• [How to complete this task] Reproduce the data exactly and drop any pictures it holds.

• [Records to use]
>>>

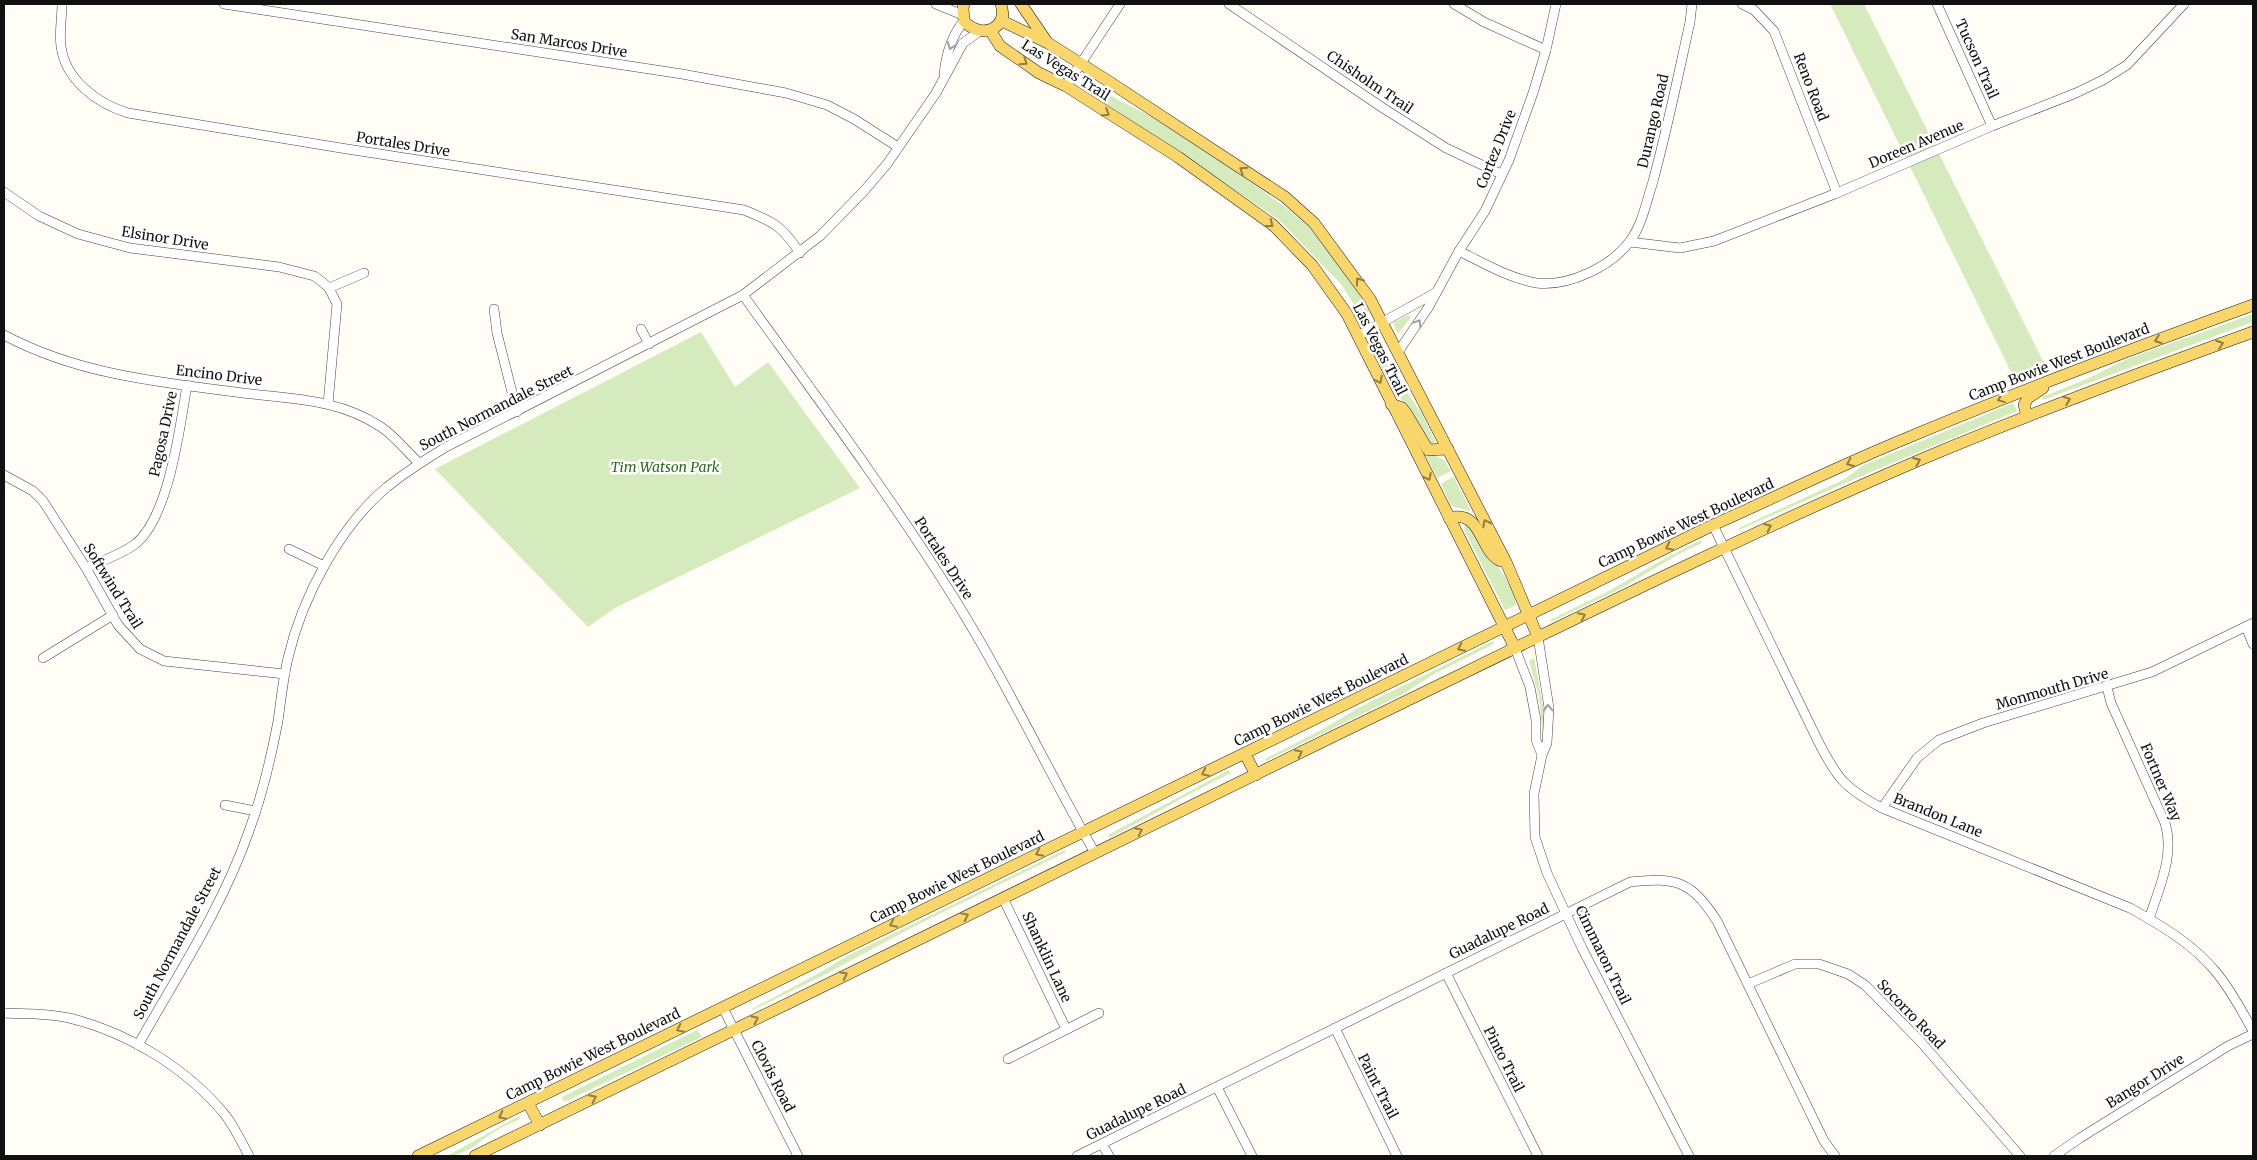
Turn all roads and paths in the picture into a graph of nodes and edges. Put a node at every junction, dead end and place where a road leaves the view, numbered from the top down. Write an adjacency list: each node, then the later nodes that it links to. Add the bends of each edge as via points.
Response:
1 (62, 4): 28 (street, Portales Drive, via 61,46 67,66 96,100 112,109 338,148 744,210 781,227)
2 (224, 4): 22 (street, San Marcos Drive, via 786,93 827,105)
3 (936, 4): 14 (street)
4 (1021, 4): 16 (main road)
5 (1120, 4): 18 (street)
6 (1229, 4): 23 (street, Chisholm Trail, via 1422,133)
7 (1454, 4): 17 (street, via 1484,22)
8 (1556, 4): 17 (street, Cortez Drive)
9 (1692, 4): 26 (street, Durango Road, via 1660,154 1644,212)
10 (1742, 4): 25 (street, Reno Road, via 1754,10 1774,31)
11 (1937, 4): 21 (street, Tucson Trail)
12 (2184, 4): 21 (street, Doreen Avenue, via 2127,65 2076,93)
13 (1002, 7): 15 (main road, via 1000,21); 16 (main road, via 1002,21)
14 (964, 13): 15 (main road, Las Vegas Trail, via 969,26); 19 (street, South Normandale Street, one-way to 19, via 945,62)
15 (985, 31): 19 (street, South Normandale Street, via 963,43); 20 (main road, Las Vegas Trail, one-way to 20, via 1000,46)
16 (1048, 43): 18 (main road, Las Vegas Trail)
17 (1546, 50): 23 (street, Cortez Drive, via 1509,160)
18 (1079, 64): 20 (street); 35 (main road, Las Vegas Trail, one-way to 18, via 1352,272 1314,223 1285,197)
19 (944, 74): 22 (street, South Normandale Street, via 936,93)
20 (1066, 86): 39 (main road, Las Vegas Trail, one-way to 39, via 1178,157 1273,225 1312,265 1347,314)
21 (1992, 126): 25 (street, Doreen Avenue)
22 (898, 147): 28 (street, South Normandale Street, via 864,191)
23 (1501, 174): 27 (street, Cortez Drive, via 1484,211)
24 (4, 192): 30 (street, Elsinor Drive, via 39,216 78,234 130,248 279,267 314,276)
25 (1837, 193): 26 (street, Doreen Avenue, via 1700,245 1672,248)
26 (1630, 242): 27 (street, via 1603,265 1571,279 1537,283 1505,274)
27 (1459, 251): 31 (street, Cortez Drive)
28 (800, 253): 32 (street, South Normandale Street)
29 (364, 273): 30 (street)
30 (329, 288): 44 (street, via 338,314)
31 (1436, 293): 35 (street); 41 (street, Cortez Drive, one-way to 31)
32 (743, 295): 40 (street, South Normandale Street); 74 (street, Portales Drive, via 913,534 955,600)
33 (2253, 306): 42 (main road, Camp Bowie West Boulevard, one-way to 42)
34 (494, 309): 46 (street)
35 (1383, 324): 39 (street); 41 (main road, Las Vegas Trail)
36 (641, 329): 40 (street)
37 (2253, 332): 47 (main road, one-way to 37)
38 (4, 335): 43 (street, Encino Drive, via 51,357 101,372)
39 (1358, 336): 45 (main road, Las Vegas Trail, one-way to 45)
40 (649, 344): 46 (street, South Normandale Street)
41 (1398, 352): 48 (main road, Las Vegas Trail)
42 (2079, 368): 47 (main road, via 2028,398 2024,405); 52 (main road, Camp Bowie West Boulevard, one-way to 52, via 1904,439)
43 (187, 385): 44 (street, Encino Drive); 57 (street, Pagosa Drive, via 172,469 147,530 136,544)
44 (328, 404): 49 (street, Encino Drive, via 382,427)
45 (1391, 404): 48 (main road, via 1402,408 1428,450); 51 (main road, Las Vegas Trail, one-way to 51)
46 (517, 412): 49 (street, South Normandale Street)
47 (2027, 416): 53 (main road, one-way to 47)
48 (1448, 449): 55 (main road, Las Vegas Trail, one-way to 48)
49 (419, 463): 56 (street, South Normandale Street, via 374,500)
50 (4, 475): 57 (street, Softwind Trail, via 33,491 43,501)
51 (1449, 518): 55 (main road, via 1457,516 1470,521 1494,556); 61 (main road, Las Vegas Trail)
52 (1713, 525): 53 (street, Brandon Lane); 59 (main road, Camp Bowie West Boulevard, one-way to 59)
53 (1724, 548): 62 (main road, one-way to 53); 72 (street, Brandon Lane, via 1834,772 1850,790)
54 (289, 549): 56 (street)
55 (1506, 562): 59 (main road, Las Vegas Trail)
56 (324, 566): 66 (street, South Normandale Street, via 309,596)
57 (86, 568): 58 (street, Softwind Trail)
58 (112, 615): 65 (street); 66 (street, Softwind Trail, via 140,649 164,660)
59 (1529, 615): 61 (main road, Camp Bowie West Boulevard); 62 (main road, Las Vegas Trail)
60 (2249, 626): 63 (street); 67 (street, Monmouth Drive, via 2177,662)
61 (1505, 627): 64 (main road, Las Vegas Trail); 68 (main road, Camp Bowie West Boulevard, one-way to 68)
62 (1538, 637): 64 (main road); 69 (street, Cimmaron Trail, one-way to 62, via 1547,743 1549,708)
63 (2253, 644)
64 (1515, 648): 69 (street, Cimmaron Trail, via 1530,687 1536,740); 70 (main road, one-way to 64)
65 (43, 658)
66 (285, 674): 73 (street, South Normandale Street)
67 (2107, 687): 72 (street, Monmouth Drive, via 1983,723 1939,740 1918,758); 78 (street, Fortner Way, via 2169,837 2167,860)
68 (1245, 754): 70 (main road); 74 (main road, Camp Bowie West Boulevard, one-way to 74)
69 (1542, 755): 77 (street, Cimmaron Trail, via 1534,794 1536,837 1547,873)
70 (1256, 774): 75 (main road, one-way to 70)
71 (225, 805): 73 (street)
72 (1882, 808): 78 (street, Brandon Lane, via 2122,904)
73 (256, 811): 88 (street, South Normandale Street, via 223,892)
74 (1083, 832): 75 (street, Portales Drive); 81 (main road, Camp Bowie West Boulevard, one-way to 81)
75 (1095, 853): 76 (main road)
76 (1003, 898): 85 (street, Shanklin Lane); 86 (main road, one-way to 76)
77 (1566, 913): 79 (street, Guadalupe Road); 80 (street, Guadalupe Road, via 1630,882 1668,880 1684,885 1703,899); 103 (street, Cimmaron Trail)
78 (2150, 919): 87 (street, Brandon Lane, via 2178,936 2206,961 2232,994)
79 (1446, 973): 84 (street, Guadalupe Road); 102 (street, Pinto Trail)
80 (1748, 984): 104 (street, Guadalupe Road, via 1824,1140); 105 (street, Socorro Road, via 1794,964 1818,964 1848,974 1865,986 1920,1041)
81 (723, 1008): 86 (street, Clovis Road); 91 (main road, Camp Bowie West Boulevard, one-way to 91)
82 (4, 1013): 88 (street, via 70,1018)
83 (1099, 1013): 85 (street)
84 (1335, 1028): 90 (street, Guadalupe Road); 101 (street, Paint Trail)
85 (1066, 1029): 89 (street)
86 (734, 1030): 92 (main road, one-way to 86); 97 (street, Clovis Road)
87 (2253, 1032): 106 (street, Bangor Drive)
88 (138, 1045): 94 (street, via 204,1092 227,1118)
89 (1008, 1058)
90 (1217, 1087): 93 (street, Guadalupe Road); 100 (street)
91 (528, 1103): 92 (main road); 95 (main road, Camp Bowie West Boulevard, one-way to 95)
92 (540, 1125): 96 (main road)
93 (1102, 1144): 98 (street, Guadalupe Road); 99 (street)
94 (249, 1156)
95 (418, 1156)
96 (475, 1156)
97 (798, 1156)
98 (1077, 1156)
99 (1109, 1156)
100 (1252, 1156)
101 (1398, 1156)
102 (1538, 1156)
103 (1689, 1156)
104 (1835, 1156)
105 (2020, 1156)
106 (2054, 1156)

<<<

• [Task response]
Turn all roads and paths in the picture into a graph of nodes and edges. Put a node at every junction, dead end and place where a road leaves the view, numbered from the top down. Write an adjacency list: each node, then the later nodes that it links to. Add the bends of each edge as via points.
Response:
1 (62, 4): 28 (street, Portales Drive, via 61,46 67,66 96,100 112,109 338,148 744,210 781,227)
2 (224, 4): 22 (street, San Marcos Drive, via 786,93 827,105)
3 (936, 4): 14 (street)
4 (1021, 4): 16 (main road)
5 (1120, 4): 18 (street)
6 (1229, 4): 23 (street, Chisholm Trail, via 1422,133)
7 (1454, 4): 17 (street, via 1484,22)
8 (1556, 4): 17 (street, Cortez Drive)
9 (1692, 4): 26 (street, Durango Road, via 1660,154 1644,212)
10 (1742, 4): 25 (street, Reno Road, via 1754,10 1774,31)
11 (1937, 4): 21 (street, Tucson Trail)
12 (2184, 4): 21 (street, Doreen Avenue, via 2127,65 2076,93)
13 (1002, 7): 15 (main road, via 1000,21); 16 (main road, via 1002,21)
14 (964, 13): 15 (main road, Las Vegas Trail, via 969,26); 19 (street, South Normandale Street, one-way to 19, via 945,62)
15 (985, 31): 19 (street, South Normandale Street, via 963,43); 20 (main road, Las Vegas Trail, one-way to 20, via 1000,46)
16 (1048, 43): 18 (main road, Las Vegas Trail)
17 (1546, 50): 23 (street, Cortez Drive, via 1509,160)
18 (1079, 64): 20 (street); 35 (main road, Las Vegas Trail, one-way to 18, via 1352,272 1314,223 1285,197)
19 (944, 74): 22 (street, South Normandale Street, via 936,93)
20 (1066, 86): 39 (main road, Las Vegas Trail, one-way to 39, via 1178,157 1273,225 1312,265 1347,314)
21 (1992, 126): 25 (street, Doreen Avenue)
22 (898, 147): 28 (street, South Normandale Street, via 864,191)
23 (1501, 174): 27 (street, Cortez Drive, via 1484,211)
24 (4, 192): 30 (street, Elsinor Drive, via 39,216 78,234 130,248 279,267 314,276)
25 (1837, 193): 26 (street, Doreen Avenue, via 1700,245 1672,248)
26 (1630, 242): 27 (street, via 1603,265 1571,279 1537,283 1505,274)
27 (1459, 251): 31 (street, Cortez Drive)
28 (800, 253): 32 (street, South Normandale Street)
29 (364, 273): 30 (street)
30 (329, 288): 44 (street, via 338,314)
31 (1436, 293): 35 (street); 41 (street, Cortez Drive, one-way to 31)
32 (743, 295): 40 (street, South Normandale Street); 74 (street, Portales Drive, via 913,534 955,600)
33 (2253, 306): 42 (main road, Camp Bowie West Boulevard, one-way to 42)
34 (494, 309): 46 (street)
35 (1383, 324): 39 (street); 41 (main road, Las Vegas Trail)
36 (641, 329): 40 (street)
37 (2253, 332): 47 (main road, one-way to 37)
38 (4, 335): 43 (street, Encino Drive, via 51,357 101,372)
39 (1358, 336): 45 (main road, Las Vegas Trail, one-way to 45)
40 (649, 344): 46 (street, South Normandale Street)
41 (1398, 352): 48 (main road, Las Vegas Trail)
42 (2079, 368): 47 (main road, via 2028,398 2024,405); 52 (main road, Camp Bowie West Boulevard, one-way to 52, via 1904,439)
43 (187, 385): 44 (street, Encino Drive); 57 (street, Pagosa Drive, via 172,469 147,530 136,544)
44 (328, 404): 49 (street, Encino Drive, via 382,427)
45 (1391, 404): 48 (main road, via 1402,408 1428,450); 51 (main road, Las Vegas Trail, one-way to 51)
46 (517, 412): 49 (street, South Normandale Street)
47 (2027, 416): 53 (main road, one-way to 47)
48 (1448, 449): 55 (main road, Las Vegas Trail, one-way to 48)
49 (419, 463): 56 (street, South Normandale Street, via 374,500)
50 (4, 475): 57 (street, Softwind Trail, via 33,491 43,501)
51 (1449, 518): 55 (main road, via 1457,516 1470,521 1494,556); 61 (main road, Las Vegas Trail)
52 (1713, 525): 53 (street, Brandon Lane); 59 (main road, Camp Bowie West Boulevard, one-way to 59)
53 (1724, 548): 62 (main road, one-way to 53); 72 (street, Brandon Lane, via 1834,772 1850,790)
54 (289, 549): 56 (street)
55 (1506, 562): 59 (main road, Las Vegas Trail)
56 (324, 566): 66 (street, South Normandale Street, via 309,596)
57 (86, 568): 58 (street, Softwind Trail)
58 (112, 615): 65 (street); 66 (street, Softwind Trail, via 140,649 164,660)
59 (1529, 615): 61 (main road, Camp Bowie West Boulevard); 62 (main road, Las Vegas Trail)
60 (2249, 626): 63 (street); 67 (street, Monmouth Drive, via 2177,662)
61 (1505, 627): 64 (main road, Las Vegas Trail); 68 (main road, Camp Bowie West Boulevard, one-way to 68)
62 (1538, 637): 64 (main road); 69 (street, Cimmaron Trail, one-way to 62, via 1547,743 1549,708)
63 (2253, 644)
64 (1515, 648): 69 (street, Cimmaron Trail, via 1530,687 1536,740); 70 (main road, one-way to 64)
65 (43, 658)
66 (285, 674): 73 (street, South Normandale Street)
67 (2107, 687): 72 (street, Monmouth Drive, via 1983,723 1939,740 1918,758); 78 (street, Fortner Way, via 2169,837 2167,860)
68 (1245, 754): 70 (main road); 74 (main road, Camp Bowie West Boulevard, one-way to 74)
69 (1542, 755): 77 (street, Cimmaron Trail, via 1534,794 1536,837 1547,873)
70 (1256, 774): 75 (main road, one-way to 70)
71 (225, 805): 73 (street)
72 (1882, 808): 78 (street, Brandon Lane, via 2122,904)
73 (256, 811): 88 (street, South Normandale Street, via 223,892)
74 (1083, 832): 75 (street, Portales Drive); 81 (main road, Camp Bowie West Boulevard, one-way to 81)
75 (1095, 853): 76 (main road)
76 (1003, 898): 85 (street, Shanklin Lane); 86 (main road, one-way to 76)
77 (1566, 913): 79 (street, Guadalupe Road); 80 (street, Guadalupe Road, via 1630,882 1668,880 1684,885 1703,899); 103 (street, Cimmaron Trail)
78 (2150, 919): 87 (street, Brandon Lane, via 2178,936 2206,961 2232,994)
79 (1446, 973): 84 (street, Guadalupe Road); 102 (street, Pinto Trail)
80 (1748, 984): 104 (street, Guadalupe Road, via 1824,1140); 105 (street, Socorro Road, via 1794,964 1818,964 1848,974 1865,986 1920,1041)
81 (723, 1008): 86 (street, Clovis Road); 91 (main road, Camp Bowie West Boulevard, one-way to 91)
82 (4, 1013): 88 (street, via 70,1018)
83 (1099, 1013): 85 (street)
84 (1335, 1028): 90 (street, Guadalupe Road); 101 (street, Paint Trail)
85 (1066, 1029): 89 (street)
86 (734, 1030): 92 (main road, one-way to 86); 97 (street, Clovis Road)
87 (2253, 1032): 106 (street, Bangor Drive)
88 (138, 1045): 94 (street, via 204,1092 227,1118)
89 (1008, 1058)
90 (1217, 1087): 93 (street, Guadalupe Road); 100 (street)
91 (528, 1103): 92 (main road); 95 (main road, Camp Bowie West Boulevard, one-way to 95)
92 (540, 1125): 96 (main road)
93 (1102, 1144): 98 (street, Guadalupe Road); 99 (street)
94 (249, 1156)
95 (418, 1156)
96 (475, 1156)
97 (798, 1156)
98 (1077, 1156)
99 (1109, 1156)
100 (1252, 1156)
101 (1398, 1156)
102 (1538, 1156)
103 (1689, 1156)
104 (1835, 1156)
105 (2020, 1156)
106 (2054, 1156)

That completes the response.